Dès le lendemain de cette arrestation, l’ambassadrice d’Israël à Paris, Aliza Bin Noun, a demandé à être reçue en urgence par le directeur de cabinet de Jean-Yves Le Drian. Elle lui a présenté les principaux éléments à charge réunis contre le jeune volontaire, et lui a indiqué que l’Etat hébreu n’entendait pas reconnaître l’immunité diplomatique au suspect. Les autorités israéliennes estiment que la convention de Vienne adoptée le 18 avril 1961 ne s’applique pas au Consulat général de France à Jérusalem, et soutiennent que l’immunité consulaire ne peut bénéficier qu’au chef de poste ainsi qu’à son adjoint dans le cadre de leurs fonctions. La France conteste cette interprétation. Mais le ministre des Affaires étrangères, après avoir été informé des grandes lignes du dossier, a immédiatement pris l’initiative de lever l’immunité du suspect. «La décision s’imposait au regard de la gravité des soupçons», soutient une source haut placée.

L’affaire, dont on ignore encore les détails, est potentiellement très embarrassante pour la France

L’affaire est potentiellement très embarrassante pour la France. Les autorités israéliennes accusent régulièrement la branche armée du Hamas, qui contrôle depuis dix ans la bande de Gaza, de chercher à faire passer des armes vers des cellules basées à Jérusalem-Est ou en Cisjordanie. Le Shin Beth surveille de très près les sympathisants du mouvement islamistes et démantèle fréquemment des ateliers où sont fabriquées des armes artisanales. Le Hamas, qui prend soin d’éviter toute confrontation militaire avec l’armée israélienne dans la bande de Gaza, a récemment appelé les Palestiniens à engager une nouvelle intifada en réaction à la reconnaissance, par Donald Trump, de Jérusalem comme capitale d’Israël.
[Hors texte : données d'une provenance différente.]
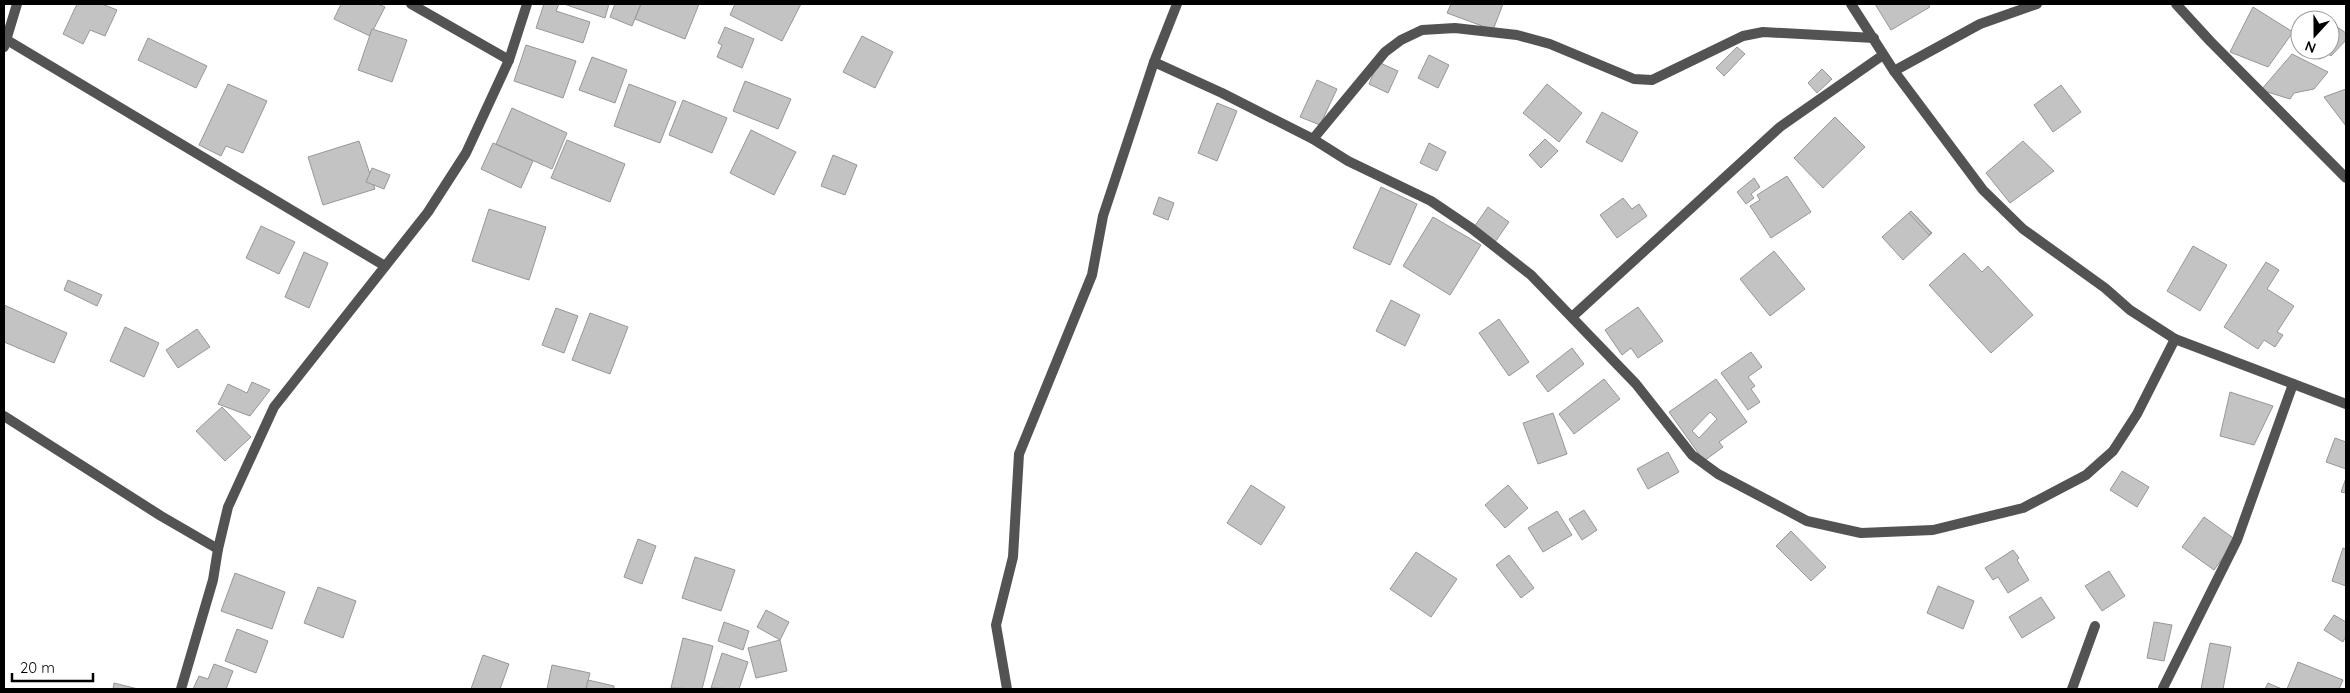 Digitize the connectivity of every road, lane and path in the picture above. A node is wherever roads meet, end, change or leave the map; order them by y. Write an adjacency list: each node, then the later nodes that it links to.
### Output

Les responsables israéliens, qui se refusaient dimanche à tout commentaire, ne manqueront sans doute pas de dénoncer l’utilisation de véhicules diplomatiques français pour transporter des armes possiblement destinées à être utilisées contre sa population.

Le gouvernement de Benyamin Nétanyahou, régulièrement accusé par les principaux pays européens de violer le droit international au détriment des Palestiniens, brocarde en retour leur naïveté, voire leur complaisance supposée vis-à-vis de cette population et de ses dirigeants. Au cœur de l’été 2013, la presse israélienne avait ainsi commenté avec un mélange de colère et d’ironie l’arrestation d’un chauffeur travaillant pour le même consulat général à la frontière jordanienne. L’individu, qui transportait dans le coffre de son véhicule diplomatique 152 kilos d’or, 500 kilos de tabac, 600 smartphones et des chèques pour un montant total de deux millions de dollars, avait été discrètement exfiltré vers Paris.